(Beginning of Data supplied)

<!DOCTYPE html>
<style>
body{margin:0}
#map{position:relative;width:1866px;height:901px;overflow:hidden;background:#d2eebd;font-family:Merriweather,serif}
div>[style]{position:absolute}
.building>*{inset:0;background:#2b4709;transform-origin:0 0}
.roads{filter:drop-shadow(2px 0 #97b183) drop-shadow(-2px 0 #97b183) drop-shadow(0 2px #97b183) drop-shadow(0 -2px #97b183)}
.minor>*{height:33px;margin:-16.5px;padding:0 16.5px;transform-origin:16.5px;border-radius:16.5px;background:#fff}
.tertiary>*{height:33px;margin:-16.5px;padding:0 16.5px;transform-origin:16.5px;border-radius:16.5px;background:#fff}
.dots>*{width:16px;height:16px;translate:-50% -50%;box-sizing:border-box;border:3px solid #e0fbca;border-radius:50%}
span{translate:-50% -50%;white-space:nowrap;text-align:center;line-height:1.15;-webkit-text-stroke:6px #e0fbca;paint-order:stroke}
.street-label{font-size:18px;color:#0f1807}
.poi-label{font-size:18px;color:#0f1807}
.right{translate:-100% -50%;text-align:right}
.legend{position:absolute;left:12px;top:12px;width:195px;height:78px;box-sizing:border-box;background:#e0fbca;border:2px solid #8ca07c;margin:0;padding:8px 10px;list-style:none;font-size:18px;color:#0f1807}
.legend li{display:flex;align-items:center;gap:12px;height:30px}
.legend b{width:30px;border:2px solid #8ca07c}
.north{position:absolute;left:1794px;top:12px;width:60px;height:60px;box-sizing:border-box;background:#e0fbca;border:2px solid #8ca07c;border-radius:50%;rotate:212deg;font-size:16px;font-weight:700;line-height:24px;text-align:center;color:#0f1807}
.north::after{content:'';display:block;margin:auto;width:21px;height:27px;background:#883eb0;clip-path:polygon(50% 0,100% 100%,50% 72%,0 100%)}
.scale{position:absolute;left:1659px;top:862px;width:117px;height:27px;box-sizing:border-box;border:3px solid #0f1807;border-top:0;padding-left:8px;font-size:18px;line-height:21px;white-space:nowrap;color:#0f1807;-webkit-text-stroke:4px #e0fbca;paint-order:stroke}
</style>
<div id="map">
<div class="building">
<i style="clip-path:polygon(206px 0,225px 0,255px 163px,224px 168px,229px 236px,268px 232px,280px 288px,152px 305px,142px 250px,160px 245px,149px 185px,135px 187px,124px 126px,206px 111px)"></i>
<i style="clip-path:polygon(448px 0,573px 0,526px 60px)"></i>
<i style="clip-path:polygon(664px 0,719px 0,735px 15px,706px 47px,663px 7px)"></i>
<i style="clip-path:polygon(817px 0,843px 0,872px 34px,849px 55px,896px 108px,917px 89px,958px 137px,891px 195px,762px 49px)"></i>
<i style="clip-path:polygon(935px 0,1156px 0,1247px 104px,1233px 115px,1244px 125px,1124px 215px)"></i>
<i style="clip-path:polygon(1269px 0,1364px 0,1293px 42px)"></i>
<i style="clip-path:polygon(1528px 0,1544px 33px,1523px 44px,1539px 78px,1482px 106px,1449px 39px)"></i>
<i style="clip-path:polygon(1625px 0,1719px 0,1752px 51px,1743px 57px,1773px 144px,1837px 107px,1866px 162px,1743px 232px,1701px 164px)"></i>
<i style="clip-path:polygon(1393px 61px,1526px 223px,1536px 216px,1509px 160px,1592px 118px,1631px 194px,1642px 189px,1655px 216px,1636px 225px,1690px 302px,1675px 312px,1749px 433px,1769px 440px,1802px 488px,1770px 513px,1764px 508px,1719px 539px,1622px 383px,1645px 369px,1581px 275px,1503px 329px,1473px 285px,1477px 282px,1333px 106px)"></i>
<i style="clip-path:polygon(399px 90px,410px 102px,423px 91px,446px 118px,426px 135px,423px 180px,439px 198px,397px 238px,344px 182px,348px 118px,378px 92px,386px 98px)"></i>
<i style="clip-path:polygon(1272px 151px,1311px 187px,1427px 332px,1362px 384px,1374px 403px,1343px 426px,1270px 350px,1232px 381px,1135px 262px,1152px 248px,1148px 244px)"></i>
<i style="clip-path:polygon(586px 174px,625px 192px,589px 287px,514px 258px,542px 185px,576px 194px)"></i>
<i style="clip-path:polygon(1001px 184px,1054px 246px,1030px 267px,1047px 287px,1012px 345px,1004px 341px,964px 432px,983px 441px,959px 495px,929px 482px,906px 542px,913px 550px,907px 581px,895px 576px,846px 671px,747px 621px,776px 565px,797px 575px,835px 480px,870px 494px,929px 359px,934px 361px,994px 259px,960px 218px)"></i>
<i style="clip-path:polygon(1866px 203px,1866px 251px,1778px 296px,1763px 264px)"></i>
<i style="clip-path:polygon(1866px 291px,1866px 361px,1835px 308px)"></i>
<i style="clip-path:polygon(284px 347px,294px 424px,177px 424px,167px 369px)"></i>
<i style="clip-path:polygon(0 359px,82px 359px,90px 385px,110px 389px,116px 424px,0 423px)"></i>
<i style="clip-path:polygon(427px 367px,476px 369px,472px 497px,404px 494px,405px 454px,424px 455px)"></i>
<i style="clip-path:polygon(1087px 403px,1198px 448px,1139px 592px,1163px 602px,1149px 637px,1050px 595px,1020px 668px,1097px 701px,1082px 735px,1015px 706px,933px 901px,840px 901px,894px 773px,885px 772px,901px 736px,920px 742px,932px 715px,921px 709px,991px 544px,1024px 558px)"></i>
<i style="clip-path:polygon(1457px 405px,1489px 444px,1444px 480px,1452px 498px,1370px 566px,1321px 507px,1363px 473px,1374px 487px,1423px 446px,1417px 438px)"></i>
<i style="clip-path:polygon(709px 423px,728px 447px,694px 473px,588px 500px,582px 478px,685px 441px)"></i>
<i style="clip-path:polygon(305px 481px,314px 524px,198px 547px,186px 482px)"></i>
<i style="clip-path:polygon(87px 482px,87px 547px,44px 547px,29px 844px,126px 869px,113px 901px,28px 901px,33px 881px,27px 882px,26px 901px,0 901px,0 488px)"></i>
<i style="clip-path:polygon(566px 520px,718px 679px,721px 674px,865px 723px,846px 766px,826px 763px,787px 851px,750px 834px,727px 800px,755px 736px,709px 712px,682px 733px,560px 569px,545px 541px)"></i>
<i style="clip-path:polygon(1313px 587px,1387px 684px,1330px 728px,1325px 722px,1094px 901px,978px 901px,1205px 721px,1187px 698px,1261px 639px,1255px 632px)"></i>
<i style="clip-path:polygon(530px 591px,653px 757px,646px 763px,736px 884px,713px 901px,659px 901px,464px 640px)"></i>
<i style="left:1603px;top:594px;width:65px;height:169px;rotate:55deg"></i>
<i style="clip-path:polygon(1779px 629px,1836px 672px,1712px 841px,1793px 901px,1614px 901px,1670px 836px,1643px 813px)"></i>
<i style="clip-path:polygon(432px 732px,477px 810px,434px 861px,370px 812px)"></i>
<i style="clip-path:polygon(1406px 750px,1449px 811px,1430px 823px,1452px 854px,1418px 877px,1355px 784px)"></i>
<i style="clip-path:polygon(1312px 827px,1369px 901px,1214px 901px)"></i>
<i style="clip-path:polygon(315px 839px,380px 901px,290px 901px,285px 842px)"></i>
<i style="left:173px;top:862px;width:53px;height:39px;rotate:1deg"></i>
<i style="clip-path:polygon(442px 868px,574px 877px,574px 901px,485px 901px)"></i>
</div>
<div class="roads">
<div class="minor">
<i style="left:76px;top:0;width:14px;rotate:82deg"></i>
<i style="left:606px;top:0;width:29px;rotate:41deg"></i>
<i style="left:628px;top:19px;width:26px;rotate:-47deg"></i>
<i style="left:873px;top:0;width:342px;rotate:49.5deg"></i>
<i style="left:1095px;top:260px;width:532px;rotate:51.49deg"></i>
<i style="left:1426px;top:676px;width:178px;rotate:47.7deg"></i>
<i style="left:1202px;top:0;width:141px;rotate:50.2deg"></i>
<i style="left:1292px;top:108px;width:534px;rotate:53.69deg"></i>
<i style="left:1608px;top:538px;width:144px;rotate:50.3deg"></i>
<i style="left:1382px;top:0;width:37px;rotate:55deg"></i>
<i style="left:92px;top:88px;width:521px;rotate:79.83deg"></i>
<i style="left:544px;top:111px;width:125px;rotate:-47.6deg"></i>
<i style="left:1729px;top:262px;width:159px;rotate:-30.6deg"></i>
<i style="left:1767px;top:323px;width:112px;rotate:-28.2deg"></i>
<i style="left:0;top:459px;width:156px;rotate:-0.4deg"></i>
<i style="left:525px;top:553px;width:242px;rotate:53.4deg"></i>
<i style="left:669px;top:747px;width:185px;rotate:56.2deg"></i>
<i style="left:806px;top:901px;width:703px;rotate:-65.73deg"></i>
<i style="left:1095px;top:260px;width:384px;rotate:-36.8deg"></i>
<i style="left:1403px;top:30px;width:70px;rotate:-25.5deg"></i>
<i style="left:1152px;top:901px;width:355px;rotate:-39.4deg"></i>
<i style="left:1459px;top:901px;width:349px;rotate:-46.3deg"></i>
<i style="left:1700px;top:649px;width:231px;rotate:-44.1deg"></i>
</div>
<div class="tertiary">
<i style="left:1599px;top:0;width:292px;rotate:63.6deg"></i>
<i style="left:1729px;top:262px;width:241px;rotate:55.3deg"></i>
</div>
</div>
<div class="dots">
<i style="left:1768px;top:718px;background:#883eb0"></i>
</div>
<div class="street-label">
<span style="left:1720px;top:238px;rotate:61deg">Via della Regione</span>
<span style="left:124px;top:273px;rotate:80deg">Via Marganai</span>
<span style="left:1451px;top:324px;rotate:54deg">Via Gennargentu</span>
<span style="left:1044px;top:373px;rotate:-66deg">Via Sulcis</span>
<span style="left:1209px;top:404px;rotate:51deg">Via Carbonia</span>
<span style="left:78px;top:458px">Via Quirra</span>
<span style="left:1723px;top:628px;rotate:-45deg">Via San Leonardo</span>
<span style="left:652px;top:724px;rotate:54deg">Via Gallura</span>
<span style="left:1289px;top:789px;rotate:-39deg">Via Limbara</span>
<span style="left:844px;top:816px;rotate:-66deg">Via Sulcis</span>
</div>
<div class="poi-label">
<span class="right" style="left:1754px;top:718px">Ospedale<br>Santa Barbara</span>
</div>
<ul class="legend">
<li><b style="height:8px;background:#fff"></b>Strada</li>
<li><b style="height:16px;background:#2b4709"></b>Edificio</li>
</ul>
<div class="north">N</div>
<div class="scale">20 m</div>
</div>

(End of Data supplied)

### Assignment
Above are the entries; repeat their lines exactly, from the first through the one that contains "0 #97b183) drop-shadow(-2px".

### Output of the task
<!DOCTYPE html>
<style>
body{margin:0}
#map{position:relative;width:1866px;height:901px;overflow:hidden;background:#d2eebd;font-family:Merriweather,serif}
div>[style]{position:absolute}
.building>*{inset:0;background:#2b4709;transform-origin:0 0}
.roads{filter:drop-shadow(2px 0 #97b183) drop-shadow(-2px 0 #97b183) drop-shadow(0 2px #97b183) drop-shadow(0 -2px #97b183)}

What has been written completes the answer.